WHAT TO PRODUCE
Output the first line below and each one after it, exactly, up to and including the line holding "display:flex; gap:8px; padding:12px". Pictures should not be copied.
DATA: Begin
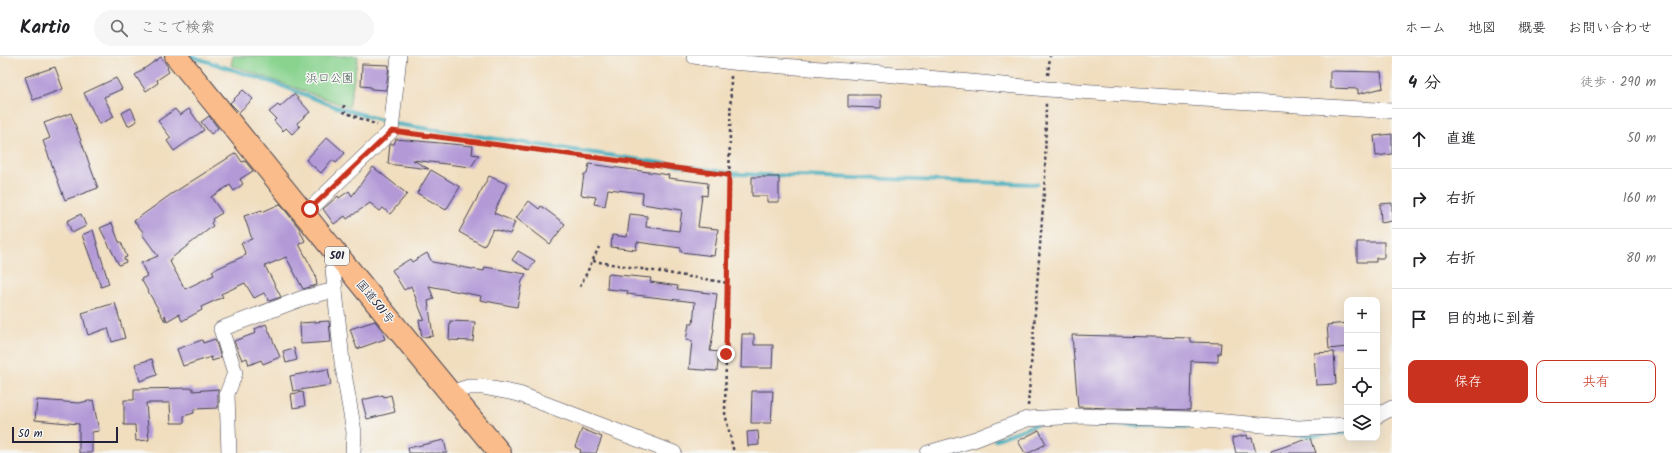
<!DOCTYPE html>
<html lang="ja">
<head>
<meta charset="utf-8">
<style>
  body { margin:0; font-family:Kalam,"Klee One",sans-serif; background:#f6f6f6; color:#202124 }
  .controls { position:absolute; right:12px; bottom:12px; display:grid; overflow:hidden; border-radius:8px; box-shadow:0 4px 16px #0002 }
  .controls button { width:36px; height:36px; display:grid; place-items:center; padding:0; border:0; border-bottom:1px solid #e0e0e0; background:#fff; color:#202124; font:20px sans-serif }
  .scale { position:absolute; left:12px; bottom:10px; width:106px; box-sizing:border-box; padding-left:4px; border:2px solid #22223b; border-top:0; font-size:11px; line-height:14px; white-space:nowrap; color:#22223b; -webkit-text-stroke:3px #f6f6f2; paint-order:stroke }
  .stop { position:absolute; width:12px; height:12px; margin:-9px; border:3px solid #c8321e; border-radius:50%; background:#fff }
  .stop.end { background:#c8321e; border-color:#fff; box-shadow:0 1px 4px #0008 }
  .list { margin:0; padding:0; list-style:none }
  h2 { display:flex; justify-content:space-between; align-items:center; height:52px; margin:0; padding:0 16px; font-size:17px }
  h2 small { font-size:13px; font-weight:400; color:#757577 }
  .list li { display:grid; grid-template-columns:26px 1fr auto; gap:12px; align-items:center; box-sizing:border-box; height:60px; padding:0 16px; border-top:1px solid #e0e0e0 }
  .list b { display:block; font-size:15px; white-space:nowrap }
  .list em { font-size:13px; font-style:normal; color:#757577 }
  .actions { display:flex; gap:8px; padding:12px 16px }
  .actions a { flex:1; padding:9px 0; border:1px solid #c8321e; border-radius:8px; text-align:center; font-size:14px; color:#c8321e }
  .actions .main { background:#c8321e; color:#fff }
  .icon { flex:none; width:22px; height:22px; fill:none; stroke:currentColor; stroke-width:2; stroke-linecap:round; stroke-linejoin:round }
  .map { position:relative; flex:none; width:1392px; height:397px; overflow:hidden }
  header { display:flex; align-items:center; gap:24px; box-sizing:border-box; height:56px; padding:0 20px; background:#fff; border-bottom:1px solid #e0e0e0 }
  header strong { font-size:19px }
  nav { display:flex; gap:22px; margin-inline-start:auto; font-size:14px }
  .search { width:280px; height:36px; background:#f6f6f6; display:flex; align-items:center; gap:10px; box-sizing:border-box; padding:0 14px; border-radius:22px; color:#757577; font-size:15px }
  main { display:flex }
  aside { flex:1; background:#fff }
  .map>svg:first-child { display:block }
  .green { fill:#89d38f; stroke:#567a65 }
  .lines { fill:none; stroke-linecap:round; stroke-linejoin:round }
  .stream { stroke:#3cabbb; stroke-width:4 }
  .building { fill:#b39ad7 }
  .minor-casing { stroke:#413e4f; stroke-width:16 }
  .highway-casing { stroke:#413e4f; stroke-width:24 }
  .path { stroke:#413e4f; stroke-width:2.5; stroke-dasharray:3 3; stroke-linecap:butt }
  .minor { stroke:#fff; stroke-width:15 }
  .highway { stroke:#f9bc8a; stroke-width:22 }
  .route { stroke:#c8321e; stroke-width:5 }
  .labels { text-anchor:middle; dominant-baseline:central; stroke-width:3; stroke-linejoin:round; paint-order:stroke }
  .shield { fill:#f6f6f2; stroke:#626272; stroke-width:1 }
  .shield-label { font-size:11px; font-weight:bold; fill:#22223b }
  .park-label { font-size:12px; fill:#415754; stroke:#f6f6f2 }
  .street-label { font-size:12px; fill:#22223b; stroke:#f6f6f2 }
</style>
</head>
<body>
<header>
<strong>Kartio</strong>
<div class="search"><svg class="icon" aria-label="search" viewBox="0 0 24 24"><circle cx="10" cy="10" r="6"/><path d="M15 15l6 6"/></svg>ここで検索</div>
<nav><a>ホーム</a><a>地図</a><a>概要</a><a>お問い合わせ</a></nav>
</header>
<main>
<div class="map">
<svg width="1392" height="397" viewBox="0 0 1392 397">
  <rect width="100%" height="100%" fill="#f6f6f2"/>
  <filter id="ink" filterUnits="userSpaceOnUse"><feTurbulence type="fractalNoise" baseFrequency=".025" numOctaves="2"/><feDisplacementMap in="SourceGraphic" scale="8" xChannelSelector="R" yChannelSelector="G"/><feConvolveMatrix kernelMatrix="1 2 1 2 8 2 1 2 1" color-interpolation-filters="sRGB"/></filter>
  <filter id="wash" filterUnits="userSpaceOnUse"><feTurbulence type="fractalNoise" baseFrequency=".012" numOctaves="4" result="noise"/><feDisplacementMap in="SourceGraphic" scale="16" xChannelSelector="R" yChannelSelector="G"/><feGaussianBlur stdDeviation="0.9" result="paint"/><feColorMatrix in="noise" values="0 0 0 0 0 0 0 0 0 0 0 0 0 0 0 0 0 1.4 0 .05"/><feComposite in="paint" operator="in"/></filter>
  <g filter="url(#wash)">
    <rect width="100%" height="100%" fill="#f1debf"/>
    <path class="green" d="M233 0H358L349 51 231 9Z"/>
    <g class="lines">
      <g class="stream">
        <path d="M190 0 274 27 336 51 388 66"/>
        <path d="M395 68 738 118 1037 128"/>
        <path d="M1056 368 1195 371"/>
        <path d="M1296 379 1306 380 1347 377"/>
        <path d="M995 384 1037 368"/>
        <path d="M958 397 975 391"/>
      </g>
    </g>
    <g id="blocks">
      <g class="building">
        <path d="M161 1 168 11 167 12 169 16 157 24 158 27 146 35 135 19Z"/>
        <path d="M362 8 389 9 386 34 371 33V31L361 30Z"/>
        <path d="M55 11 63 33 33 44 25 21Z"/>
        <path d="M1330 15 1381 16 1383 32 1358 38V33L1330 32Z"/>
        <path d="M116 22 122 33 104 41 114 61 99 68 84 37Z"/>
        <path d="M243 34 253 43 239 56 230 47Z"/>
        <path d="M294 38 310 56 297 67 300 71 292 78 286 72 283 75 274 65 276 63 269 56 278 49 280 51Z"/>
        <path d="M848 39H881V52L848 51Z"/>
        <path d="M131 52 137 65 128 70 122 57Z"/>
        <path d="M175 53 180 59 189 53 204 74 174 95 167 85 171 82 158 65Z"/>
        <path d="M71 57 98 132 65 144 43 85 50 82 44 67Z"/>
        <path d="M209 60 218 72 211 78 201 66Z"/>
        <path d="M1392 78V98L1376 100 1374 80Z"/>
        <path d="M327 81 345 97 336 107 332 104 321 117 306 104Z"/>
        <path d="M396 83 473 90 472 98 479 99 471 111 413 104 429 113 388 108 390 88H394Z"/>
        <path d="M236 97 242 106 245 105 253 115 240 123 243 128 234 135 230 129 211 141 222 157 212 163 213 165 211 167 213 170 169 204 185 233 214 219 212 215 246 199 241 187 252 183 244 160 262 154V156L280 148 299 172 305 185 299 188 315 218 317 229 303 233 286 201 265 210 281 241 269 245 264 237 254 242 245 227 221 238 223 241 201 251 202 254 182 265 179 258 167 265 165 259V265L141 223 147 220 141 207 158 200 142 178 144 177 134 165 170 139Z"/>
        <path d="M589 108 656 117 669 119 668 122 708 127 707 140 702 139 698 171 718 173 714 200 681 196V192L637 186 636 194 611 191 612 179 627 181 630 158 647 160 646 171 679 175 682 154 642 148 643 137 608 133 605 150 594 148 596 141 581 139 584 118H587Z"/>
        <path d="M373 111 407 138 390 158 383 152 380 155 370 147 347 163 345 160 334 168 323 153 338 140 339 142 349 135 352 140Z"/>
        <path d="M431 114 460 131 446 154 417 137Z"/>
        <path d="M489 120 507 128 494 157 515 166 510 178 493 173 484 190 459 176Z"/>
        <path d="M752 121H779V146H767V140H752Z"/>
        <path d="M529 145 539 153 541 150 565 168 550 188 516 162Z"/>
        <path d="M1392 147V165L1381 167 1380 148Z"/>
        <path d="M81 158 86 170 72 177 67 165Z"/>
        <path d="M112 167 119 186H121L127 201 124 202 126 206 119 209 100 172Z"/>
        <path d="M93 174 109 228 101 231 82 179Z"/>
        <path d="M1357 186H1384V202H1376V206H1357Z"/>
        <path d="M518 195 535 205 529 214 512 204Z"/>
        <path d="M427 197 432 206 484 215 485 211 526 218 522 225 517 251 480 244 481 240 429 230 434 243 428 245 433 280 422 281 419 264 424 263 411 230 404 234 392 214 410 203 412 206Z"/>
        <path d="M608 218 651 222 650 226 678 230 677 233 717 238 713 272 714 273 710 295 719 296 717 315 689 313 692 285 686 284 689 268H693L695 246 627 238 628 235 607 233Z"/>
        <path d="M115 247 125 282 112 286 108 272 88 279 82 257Z"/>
        <path d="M329 265 331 286 301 288 300 267Z"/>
        <path d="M375 265 381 273 385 283 357 293 350 273Z"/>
        <path d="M450 265 475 266 473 285 449 284Z"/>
        <path d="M1347 267V291L1329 293 1327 269Z"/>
        <path d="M266 268 280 301 263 308 261 304 249 309 247 302 242 304 234 285 256 277 255 273Z"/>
        <path d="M742 278H754V289H773L772 312H741Z"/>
        <path d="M1072 279 1191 282V286L1221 287 1220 298 1218 297V306L1191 305 1190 354 1078 351Z"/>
        <path d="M215 283 221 302 212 305 211 301 183 310 177 293 202 284 203 287Z"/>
        <path d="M294 292 297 304 286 307 283 295Z"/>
        <path d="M1334 296 1336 328 1316 329 1314 297Z"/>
        <path d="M152 303 157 319 140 325 135 308Z"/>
        <path d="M328 313 331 329 293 335 290 320Z"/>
        <path d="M193 332V335L218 333V352L194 353V357L184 360V367H171L170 347H146L149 384 136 385 135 369H124V344H134V333Z"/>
        <path d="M752 335H773L771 367H751Z"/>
        <path d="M303 336 305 350 293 352 291 338Z"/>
        <path d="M383 339 384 341 391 339 395 356 367 363 362 344Z"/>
        <path d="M37 344 79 347 93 344 99 375 92 376V397H79V368L35 364Z"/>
        <path d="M582 373 602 381 596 397H580L581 394 575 391Z"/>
        <path d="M1039 374 1046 388 1029 397H1025L1018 385Z"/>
        <path d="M758 375 759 389 748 390 747 376Z"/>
        <path d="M1247 379 1248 383 1252 382 1256 397H1236L1232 382Z"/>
        <path d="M1311 382 1316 397H1271V395Z"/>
        <path d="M444 384 447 397H409L408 392Z"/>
      </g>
    </g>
  </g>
  <g filter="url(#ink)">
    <use href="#blocks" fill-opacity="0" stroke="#413e4f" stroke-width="1"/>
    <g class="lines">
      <g class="minor-casing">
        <g id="minor">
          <path d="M694 0 731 6 873 17 1047 33 1392 55"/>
          <path d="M305 158 391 75 399 0"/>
          <path d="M335 234 342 306 354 376 353 397"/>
          <path d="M450 337 469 331H483L519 338 674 397"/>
          <path d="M1377 360 1392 352"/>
          <path d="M229 397 227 338 235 317 221 273 303 242 335 234 333 213 337 199"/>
          <path d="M928 397 976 383 1027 363 1078 360 1190 363 1299 372 1347 369"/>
        </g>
      </g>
      <g class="highway-casing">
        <path id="highway" d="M176 0C284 132 390 266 500 397"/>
      </g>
      <g class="path">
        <path d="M1048 19 1050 0"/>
        <path d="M731 20 725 357 734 397"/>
        <path d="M344 49V56L377 69"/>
        <path d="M405 77 729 119"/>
        <path d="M593 205 728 227"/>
        <path d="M580 231 599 191"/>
        <path d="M1028 350 1045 123 1046 46"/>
      </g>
      <use href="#minor" class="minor"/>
      <use href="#highway" class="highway"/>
    </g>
  </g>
  <g class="lines" filter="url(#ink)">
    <path class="route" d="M310 153 392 75 729 119 726 298"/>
  </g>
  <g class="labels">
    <rect class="shield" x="325" y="191" width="24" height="18" rx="3"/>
    <g class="shield-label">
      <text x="337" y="200">501</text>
    </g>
    <g class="park-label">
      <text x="330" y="22">浜口公園</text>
    </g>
    <g class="street-label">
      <text transform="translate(375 246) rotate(51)">国道501号</text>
    </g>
  </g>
</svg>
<div class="controls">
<button>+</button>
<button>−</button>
<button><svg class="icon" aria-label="locate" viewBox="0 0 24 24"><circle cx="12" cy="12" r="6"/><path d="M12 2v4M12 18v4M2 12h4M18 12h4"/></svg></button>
<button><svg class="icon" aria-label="layers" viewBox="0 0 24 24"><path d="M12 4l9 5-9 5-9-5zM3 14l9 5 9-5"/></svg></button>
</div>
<div class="scale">50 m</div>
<div class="stop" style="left:310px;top:153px"></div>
<div class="stop end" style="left:726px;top:298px"></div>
</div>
<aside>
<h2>4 分<small>徒歩 · 290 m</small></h2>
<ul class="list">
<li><svg class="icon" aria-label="ahead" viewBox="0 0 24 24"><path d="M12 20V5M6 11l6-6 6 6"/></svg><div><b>直進</b></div><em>50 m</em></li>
<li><svg class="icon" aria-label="right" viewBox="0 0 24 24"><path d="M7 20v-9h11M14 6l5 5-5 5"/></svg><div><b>右折</b></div><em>160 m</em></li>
<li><svg class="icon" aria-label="right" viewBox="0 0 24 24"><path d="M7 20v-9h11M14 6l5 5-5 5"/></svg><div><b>右折</b></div><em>80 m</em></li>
<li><svg class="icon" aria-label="arrive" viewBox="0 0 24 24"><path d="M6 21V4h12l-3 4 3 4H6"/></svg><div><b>目的地に到着</b></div></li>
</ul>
<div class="actions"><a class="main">保存</a><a>共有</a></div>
</aside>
</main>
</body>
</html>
DATA: End
WORKED SOLUTION
<!DOCTYPE html>
<html lang="ja">
<head>
<meta charset="utf-8">
<style>
  body { margin:0; font-family:Kalam,"Klee One",sans-serif; background:#f6f6f6; color:#202124 }
  .controls { position:absolute; right:12px; bottom:12px; display:grid; overflow:hidden; border-radius:8px; box-shadow:0 4px 16px #0002 }
  .controls button { width:36px; height:36px; display:grid; place-items:center; padding:0; border:0; border-bottom:1px solid #e0e0e0; background:#fff; color:#202124; font:20px sans-serif }
  .scale { position:absolute; left:12px; bottom:10px; width:106px; box-sizing:border-box; padding-left:4px; border:2px solid #22223b; border-top:0; font-size:11px; line-height:14px; white-space:nowrap; color:#22223b; -webkit-text-stroke:3px #f6f6f2; paint-order:stroke }
  .stop { position:absolute; width:12px; height:12px; margin:-9px; border:3px solid #c8321e; border-radius:50%; background:#fff }
  .stop.end { background:#c8321e; border-color:#fff; box-shadow:0 1px 4px #0008 }
  .list { margin:0; padding:0; list-style:none }
  h2 { display:flex; justify-content:space-between; align-items:center; height:52px; margin:0; padding:0 16px; font-size:17px }
  h2 small { font-size:13px; font-weight:400; color:#757577 }
  .list li { display:grid; grid-template-columns:26px 1fr auto; gap:12px; align-items:center; box-sizing:border-box; height:60px; padding:0 16px; border-top:1px solid #e0e0e0 }
  .list b { display:block; font-size:15px; white-space:nowrap }
  .list em { font-size:13px; font-style:normal; color:#757577 }
  .actions { display:flex; gap:8px; padding:12px 16px }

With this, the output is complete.